The most spending for advertising regularly goes to TV and the second most to newspaper; however newspaper and radio have close spending amounts. TV is significantly higher. There is a larger variance and sd in TV spending suggesting that it fluctuates more, but the lack of outliers indicate no extreme spending or cutbacks. The sales appear to have the least variance and standard deviation. This may be due to the fact that the sales numbers are scaled from thousands or millions to tens/hundreds. Another possibility could be that the different spending on advertising is not a huge indicator in sales numbers as they do not drastically change as well.
#grid.arrange(VARIABLE_plot1, VARIABLE_plot2, VARIABLE_plot3, VARIABLE_plot4, ncol=2)
sales_plot <- ggplot(data = mydata, aes(x = case_number, y = sales)) + geom_point()
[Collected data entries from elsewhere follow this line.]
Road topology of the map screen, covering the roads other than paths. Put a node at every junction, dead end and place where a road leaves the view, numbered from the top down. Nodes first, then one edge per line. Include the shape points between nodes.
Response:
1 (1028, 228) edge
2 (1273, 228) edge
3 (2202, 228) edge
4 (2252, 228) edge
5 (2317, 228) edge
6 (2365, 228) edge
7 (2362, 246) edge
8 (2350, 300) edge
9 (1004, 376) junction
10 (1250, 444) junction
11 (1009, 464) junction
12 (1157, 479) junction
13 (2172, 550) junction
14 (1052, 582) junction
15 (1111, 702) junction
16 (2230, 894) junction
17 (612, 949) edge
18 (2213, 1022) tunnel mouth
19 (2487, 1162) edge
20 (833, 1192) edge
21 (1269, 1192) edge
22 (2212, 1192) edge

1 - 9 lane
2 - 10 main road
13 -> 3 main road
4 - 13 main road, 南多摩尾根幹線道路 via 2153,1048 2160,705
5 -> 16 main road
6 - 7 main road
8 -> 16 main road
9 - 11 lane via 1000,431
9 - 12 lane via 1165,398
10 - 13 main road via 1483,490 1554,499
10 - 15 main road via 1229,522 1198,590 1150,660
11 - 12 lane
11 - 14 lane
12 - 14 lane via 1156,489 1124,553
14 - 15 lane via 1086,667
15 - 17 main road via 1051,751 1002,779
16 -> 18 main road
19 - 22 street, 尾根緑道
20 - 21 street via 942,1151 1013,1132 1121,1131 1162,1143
TV_plot <- ggplot(data = mydata, aes(x = case_number, y = TV)) + geom_point()
Radio_plot <- ggplot(data = mydata, aes(x = case_number, y = Radio)) + geom_point()
Newspaper_plot <- ggplot(data = mydata, aes(x = case_number, y = Newspaper)) + geom_point()
grid.arrange(sales_plot, TV_plot, Radio_plot, Newspaper_plot, ncol=2)
Newspaper is much more sparse at the top of the plot compared to others which are evenly distributed on the plot. Sales has a few that are at the low end and a few at the high end, making it look more concentrated in the middle of the plot.
newdata <- mydata[ order(mydata$sales), ]
# Extract case_number from the newdata
case_number <- newdata$case_number
head(newdata)
# new_VARIABLE = newdata$VARIABLE
new_tv = newdata$TV
new_radio = newdata$radio
new_news = newdata$newspaper
new_sales = newdata$sales
newsales_plot <- ggplot(data = mydata, aes(x = case_number[order(case_number)], y = new_sales)) + geom_point()
newtv_plot <- ggplot(data = mydata, aes(x = case_number[order(case_number)], y = new_tv)) + geom_point()
newradio_plot <- ggplot(data = mydata, aes(x = case_number[order(case_number)], y = new_radio)) + geom_point()
newnews_plot <- ggplot(data = mydata, aes(x = case_number[order(case_number)], y = new_news)) + geom_point()
grid.arrange(newsales_plot, newtv_plot, newradio_plot, newnews_plot, ncol=2)
Sales Histogram
sales_zscore = (sales - mean(sales)) / sd(sales)
qplot ( x = sales_zscore,geom="histogram", binwidth = 0.3)
TV Histogram
TV_zscore = (TV - mean(TV)) / sd(TV)
qplot ( x = TV_zscore,geom="histogram", binwidth = 0.3)
Radio Histogram
Radio_zscore = (Radio - mean(Radio)) / sd(Radio)
qplot ( x = Radio_zscore,geom="histogram", binwidth = 0.3)
Newspaper Histogram
News_zscore = (Newspaper - mean(Newspaper)) / sd(Newspaper)
qplot ( x = News_zscore,geom="histogram", binwidth = 0.3)
The sales z-score appears to be the most normal distribution meaning that most values are close to the mean. The most notable is newspaper has a strong positive skew, meaning that the outliers push up the mean and cause a large amount of the data to fall below the average. Radio and TV are closer to unitary distribution, but have greater amounts at the extremes rather than in the center. They spend more or less than the average about equally.
z_score = (26.7 - mean(sales) )/ sd(sales)
z_score
## [1] 2.429824
The z-score of 2.43 would indicate pretty good performance as it is quite significantly above the mean (about 2 standard deviations), but not high enough to be considered an outlier.